Anti-Trumpers’ self-fulfilling prophecies, DeVos is still a target, and other commentary

Historian: Trump Critics Seek Cataclysm They Predicted

Donald Trump’s opponents “are seeking to subvert his presidency in a manner unprecedented in the recent history of American politics,” charges Victor Davis Hanson at National Review. He even likens it to the classic Hollywood thriller “Seven Days in May” about an attempted military coup. Boycotts, disruption, threatened lawsuits and hysterical celebrities were all “the clownish preliminary to the full-fledged assault” by “career intelligence officers” leaking classified transcripts. Now you have foes openly talking about not just impeachment but assassination.
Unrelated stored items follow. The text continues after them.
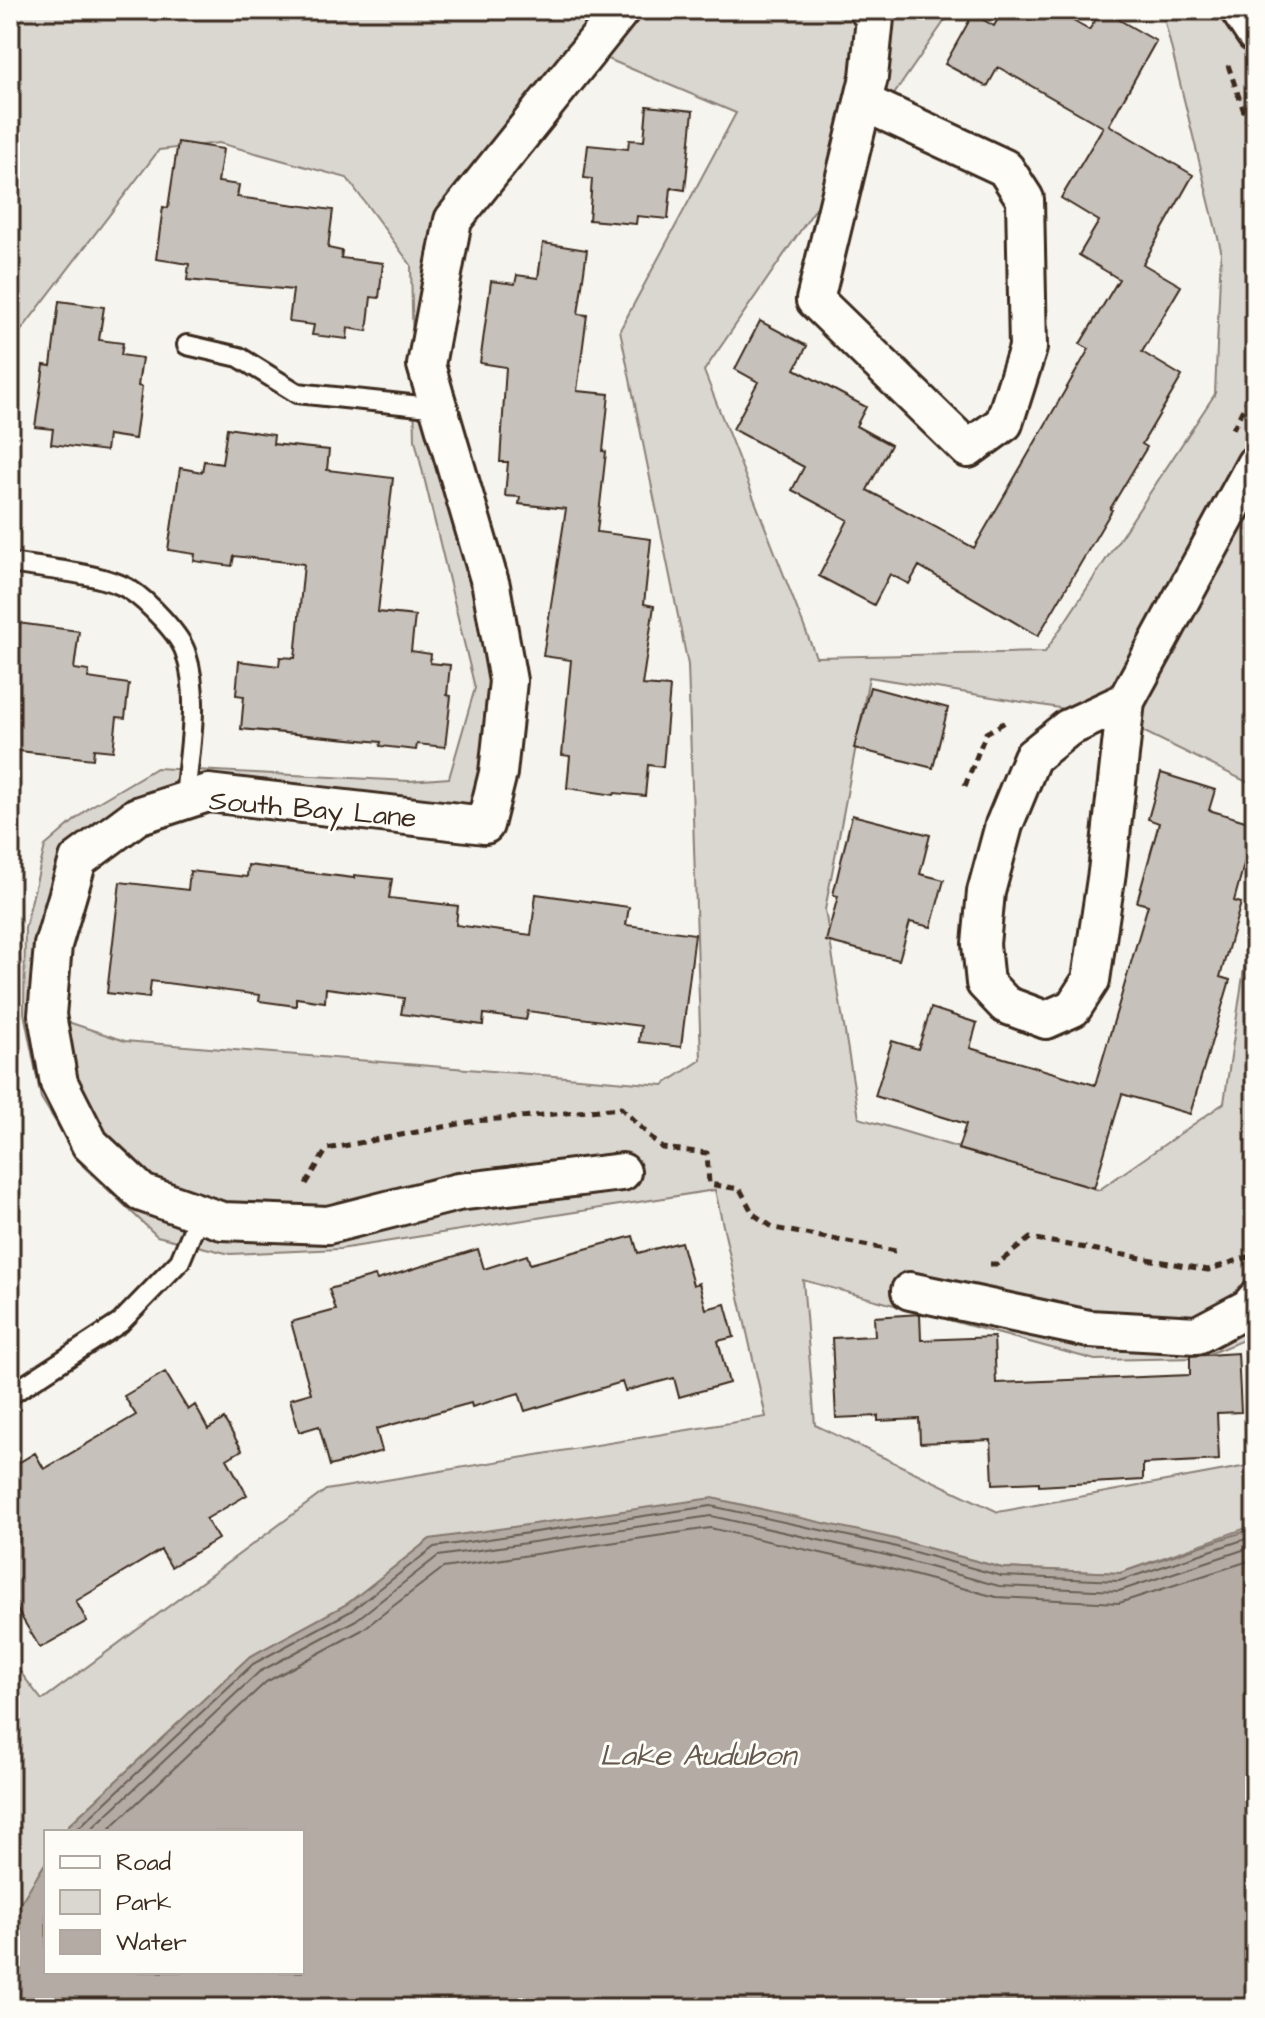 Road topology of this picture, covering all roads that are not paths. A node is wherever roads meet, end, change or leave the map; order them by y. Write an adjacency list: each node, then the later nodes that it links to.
1 (621, 10): 7 (street, South Bay Lane)
2 (868, 10): 5 (street)
3 (1239, 10): 4 (street)
4 (1255, 34)
5 (863, 102): 5 (street)
6 (187, 345): 7 (lane)
7 (439, 408): 11 (street, South Bay Lane)
8 (1255, 464): 10 (street)
9 (10, 563): 11 (lane)
10 (1126, 701): 10 (street)
11 (185, 801): 13 (street, South Bay Lane)
12 (622, 1172): 13 (street, South Bay Lane)
13 (200, 1213): 16 (lane)
14 (910, 1291): 15 (street)
15 (1255, 1300)
16 (10, 1395)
They hope “their prior prophecies of his preordained failure in the election will be partially redeemed by an imploding presidency.” But “ending Trump one way or another is apparently the tortured pathway his critics are taking to exit their self-created labyrinth of irrelevance.”
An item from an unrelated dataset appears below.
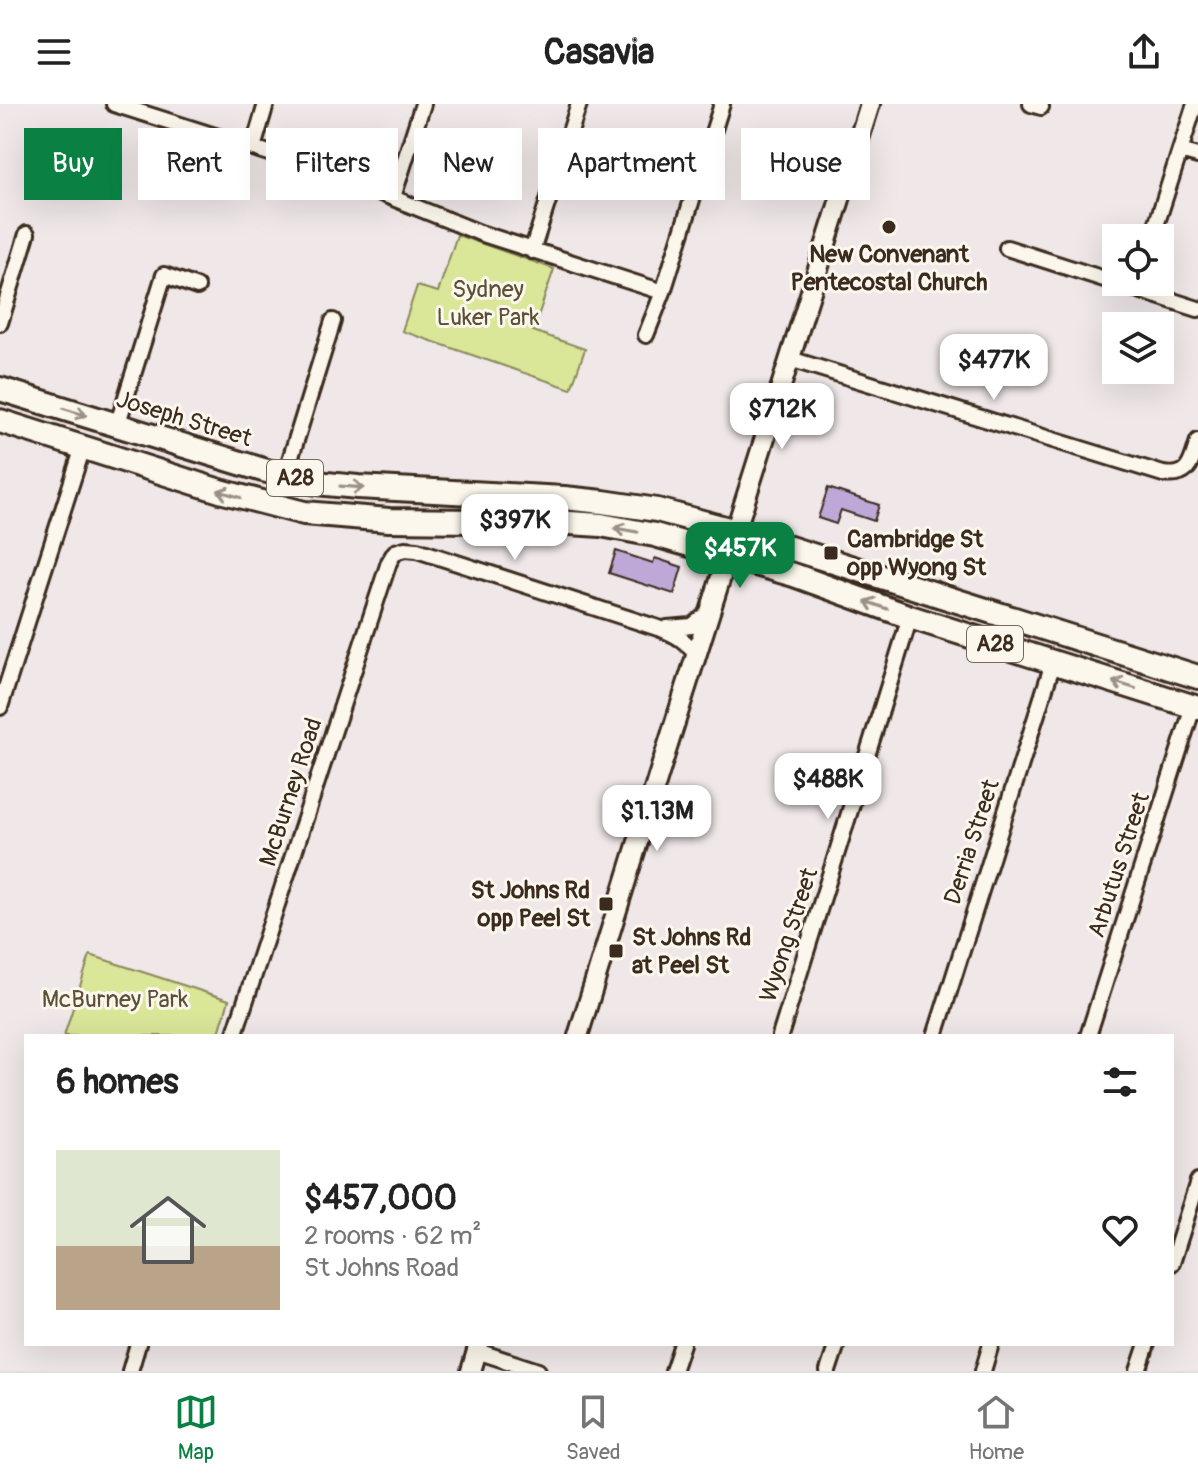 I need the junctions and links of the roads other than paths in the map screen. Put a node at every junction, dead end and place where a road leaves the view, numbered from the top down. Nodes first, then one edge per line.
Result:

From the right: Authoritarian or Weakling?

Trump “frequently promised rapid action once he took power,” but is lagging behind both George W. Bush and Barack Obama at similar points in their presidencies, argues Ramesh Ponnuru at Bloomberg. That’s not “entirely his fault” — Republicans vowed seven years ago to repeal ObamaCare “but still have not united on a plan.” Still, he “has been slow to name people,” has assembled a White House “without clear lines of authority” and hasn’t “settled some of the debates in his party over major policies so that everyone would work together.” Suggests Ponnuru: “The problem with Trump may not be that he is an authoritarian strongman, as so many of his critics say. It’s that he is, by the standards to which we have become accustomed, a weak president.”
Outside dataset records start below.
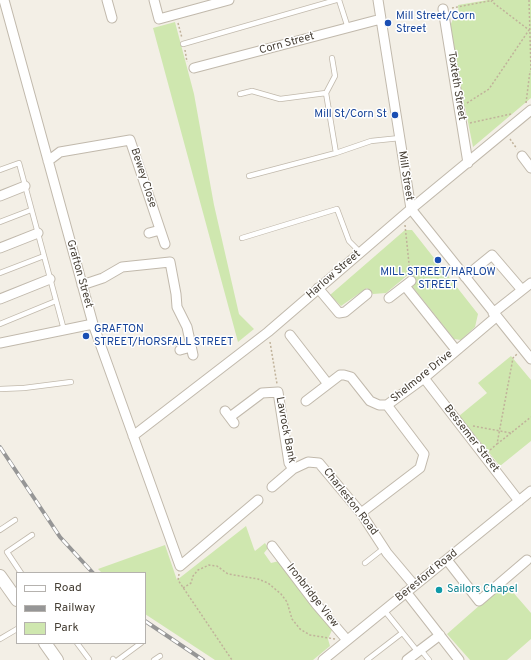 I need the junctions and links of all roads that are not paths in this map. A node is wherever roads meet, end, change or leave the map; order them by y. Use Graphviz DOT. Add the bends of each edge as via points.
graph roads {
  1 [pos="4,0"];
  2 [pos="107,0"];
  3 [pos="154,0"];
  4 [pos="229,0"];
  5 [pos="336,0"];
  6 [pos="339,0"];
  7 [pos="378,0"];
  8 [pos="443,9"];
  9 [pos="112,18"];
  10 [pos="381,19"];
  11 [pos="348,28"];
  12 [pos="184,44"];
  13 [pos="332,58"];
  14 [pos="194,68"];
  15 [pos="326,92"];
  16 [pos="240,94"];
  17 [pos="530,108"];
  18 [pos="400,138"];
  19 [pos="336,153"];
  20 [pos="522,156"];
  21 [pos="48,161"];
  22 [pos="468,163"];
  23 [pos="531,167"];
  24 [pos="0,170"];
  25 [pos="249,176"];
  26 [pos="25,186"];
  27 [pos="0,196"];
  28 [pos="31,210"];
  29 [pos="407,212"];
  30 [pos="0,222"];
  31 [pos="160,230"];
  32 [pos="38,233"];
  33 [pos="150,233"];
  34 [pos="242,238"];
  35 [pos="165,244"];
  36 [pos="0,248"];
  37 [pos="360,252"];
  38 [pos="44,256"];
  39 [pos="0,273"];
  40 [pos="465,277"];
  41 [pos="50,279"];
  42 [pos="531,283"];
  43 [pos="82,285"];
  44 [pos="318,288"];
  45 [pos="522,290"];
  46 [pos="367,294"];
  47 [pos="389,298"];
  48 [pos="0,299"];
  49 [pos="56,301"];
  50 [pos="495,315"];
  51 [pos="0,324"];
  52 [pos="93,324"];
  53 [pos="64,330"];
  54 [pos="290,335"];
  55 [pos="0,343"];
  56 [pos="180,350"];
  57 [pos="456,350"];
  58 [pos="531,359"];
  59 [pos="424,378"];
  60 [pos="71,382"];
  61 [pos="328,384"];
  62 [pos="0,389"];
  63 [pos="306,401"];
  64 [pos="387,405"];
  65 [pos="230,417"];
  66 [pos="134,436"];
  67 [pos="293,469"];
  68 [pos="272,487"];
  69 [pos="531,491"];
  70 [pos="258,500"];
  71 [pos="519,501"];
  72 [pos="361,513"];
  73 [pos="15,520"];
  74 [pos="0,529"];
  75 [pos="32,535"];
  76 [pos="384,548"];
  77 [pos="273,552"];
  78 [pos="447,560"];
  79 [pos="527,560"];
  80 [pos="365,563"];
  81 [pos="21,572"];
  82 [pos="0,576"];
  83 [pos="414,585"];
  84 [pos="406,592"];
  85 [pos="16,599"];
  86 [pos="384,610"];
  87 [pos="16,630"];
  88 [pos="402,633"];
  89 [pos="440,635"];
  90 [pos="0,639"];
  91 [pos="347,640"];
  92 [pos="47,644"];
  93 [pos="79,644"];
  94 [pos="140,644"];
  95 [pos="419,651"];
  96 [pos="160,656"];
  97 [pos="89,659"];
  98 [pos="57,660"];
  99 [pos="118,660"];
  100 [pos="154,660"];
  101 [pos="323,660"];
  102 [pos="368,660"];
  103 [pos="407,660"];
  104 [pos="429,660"];
  105 [pos="459,660"];
  1 -- 21 [label="street, Grafton Street"];
  2 -- 9 [label="street"];
  3 -- 4 [label="street" via="159,19"];
  5 -- 12 [label="lane"];
  6 -- 11 [label="lane"];
  7 -- 10 [label="street, Mill Street"];
  8 -- 22 [label="street, Toxteth Street"];
  10 -- 11 [label="street, Corn Street"];
  10 -- 18 [label="street, Mill Street"];
  11 -- 14 [label="street, Corn Street"];
  13 -- 15 [label="lane" via="335,76"];
  15 -- 16 [label="lane" via="280,99 252,90"];
  15 -- 19 [label="lane"];
  17 -- 22 [label="street, Harlow Street"];
  18 -- 19 [label="lane" via="371,141"];
  18 -- 29 [label="street, Mill Street"];
  19 -- 25 [label="lane"];
  20 -- 23 [label="street"];
  21 -- 31 [label="street, Bewey Close" via="60,152 130,140"];
  21 -- 43 [label="street, Grafton Street"];
  22 -- 29 [label="street, Harlow Street"];
  24 -- 26 [label="lane" via="19,163"];
  26 -- 27 [label="street"];
  26 -- 28 [label="lane"];
  28 -- 30 [label="lane"];
  28 -- 32 [label="lane"];
  29 -- 37 [label="street, Harlow Street"];
  29 -- 40 [label="street, Mill Street"];
  31 -- 33 [label="street"];
  31 -- 35 [label="street, Bewey Close"];
  32 -- 36 [label="street"];
  32 -- 38 [label="lane"];
  34 -- 37 [label="lane" via="337,209 349,241"];
  37 -- 44 [label="street, Harlow Street"];
  38 -- 39 [label="lane"];
  38 -- 41 [label="lane"];
  40 -- 45 [label="street" via="492,255"];
  40 -- 50 [label="street, Mill Street"];
  41 -- 48 [label="street"];
  41 -- 49 [label="lane"];
  42 -- 45 [label="street, Shelmore Drive"];
  43 -- 52 [label="street, Grafton Street"];
  43 -- 56 [label="street" via="103,278 122,267 170,262 177,307 187,327 192,351"];
  44 -- 46 [label="street" via="339,313 345,312"];
  44 -- 66 [label="street, Harlow Street" via="268,332"];
  45 -- 50 [label="street, Shelmore Drive"];
  47 -- 57 [label="street" via="408,284"];
  49 -- 51 [label="lane"];
  49 -- 53 [label="lane"];
  50 -- 57 [label="street, Shelmore Drive"];
  50 -- 58 [label="street, Mill Street"];
  52 -- 53 [label="street"];
  52 -- 66 [label="street, Grafton Street"];
  53 -- 55 [label="street"];
  54 -- 61 [label="street"];
  57 -- 59 [label="street, Shelmore Drive"];
  59 -- 64 [label="street, Shelmore Drive"];
  59 -- 71 [label="street, Bessemer Street"];
  60 -- 62 [label="lane"];
  61 -- 63 [label="street, Shelmore Drive"];
  61 -- 64 [label="street, Shelmore Drive" via="340,375 348,375 370,401"];
  64 -- 72 [label="street" via="424,454 420,468"];
  65 -- 67 [label="street, Lavrock Bank" via="262,393 278,392 289,463"];
  66 -- 70 [label="street, Grafton Street" via="180,566"];
  67 -- 68 [label="street, Charleston Road"];
  67 -- 72 [label="street, Charleston Road" via="308,462 319,463"];
  69 -- 71 [label="street, Beresford Road"];
  71 -- 78 [label="street, Beresford Road"];
  72 -- 76 [label="street, Charleston Road"];
  73 -- 74 [label="lane"];
  75 -- 81 [label="lane" via="7,552"];
  76 -- 80 [label="lane"];
  76 -- 83 [label="street, Charleston Road"];
  77 -- 91 [label="street, Ironbridge View"];
  78 -- 79 [label="street" via="479,601"];
  78 -- 83 [label="street, Beresford Road"];
  82 -- 85 [label="street"];
  83 -- 84 [label="street, Beresford Road"];
  84 -- 86 [label="street, Beresford Road"];
  84 -- 89 [label="street"];
  86 -- 88 [label="lane"];
  86 -- 91 [label="street, Beresford Road"];
  87 -- 90 [label="lane"];
  88 -- 95 [label="lane"];
  88 -- 102 [label="lane"];
  89 -- 95 [label="street"];
  89 -- 105 [label="street"];
  91 -- 101 [label="street, Beresford Road"];
  92 -- 98 [label="street"];
  93 -- 97 [label="lane"];
  94 -- 99 [label="lane"];
  95 -- 103 [label="street"];
  95 -- 104 [label="lane"];
  96 -- 100 [label="lane"];
}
Education activist: Betsy DeVos Is Still a Target

During her confirmation hearings, Betsy DeVos “was attacked in every way imaginable,” notes Larry Sand at City Journal. Her “sins”: “She is rich, a Christian, a Republican and, worst of all, a school-choice supporter.” Yet even now that she’s secretary of education, “the vitriol has not abated.” Because her goal of providing students with the best possible education “drives the public-school monopolists crazy, as it hints at an alternative to the 19th-century, one-size-fits-all education model they control.” But what critics don’t understand “or won’t acknowledge” is that DeVos “isn’t an absolute monarch ruling over a vast national education empire,” since most policy and financing is handled at the state and local levels. Besides, “school choice won’t kill off public schools; they’ll just have to try harder to hold on to their customers.”

Angry parent: Why Do Schools Hate Recess?

Abby Schachter at Acculturated writes of a New York mother who’s “in a fight with her kid’s preschool” about recess: “The mother wants her kid to be outside more often, while the preschool is of the opposite opinion.” And parents like her “are fighting an uphill battle in many school districts” around the country, especially in winter, when officials ban outdoor play in temperatures below 32. (Though Anchorage, Alaska, does so “only when temperatures hit negative ten degrees.”) Other concerns that schools cite are the need for more classroom time and fears of violence and bullying. “Perhaps a little more common sense is in order,” she suggests, noting the “benefits to having students get up off their backsides, get outside and get their blood flowing while working off excess energy.”

Advocate: Christians Deserve Refugee Priority

Rev. Johnnie Moore at Fox News notes that ISIS has just called for “the full elimination of Christianity in Egypt,” while less than 500,000 Christians remain in Syria, down 75 percent in five years. These are the latest signs that “Islamic extremists continue to follow through on genocidal threats against Christians.” Yet “only 77 Syrian Christians were admitted into the United States between January and November 2016, compared to 13,210 Muslims.” In a less apoplectic time, he says, “the prioritization of threatened, religious minorities in President Trump’s executive order would have been applauded by Republicans and Democrats alike. It still should be.”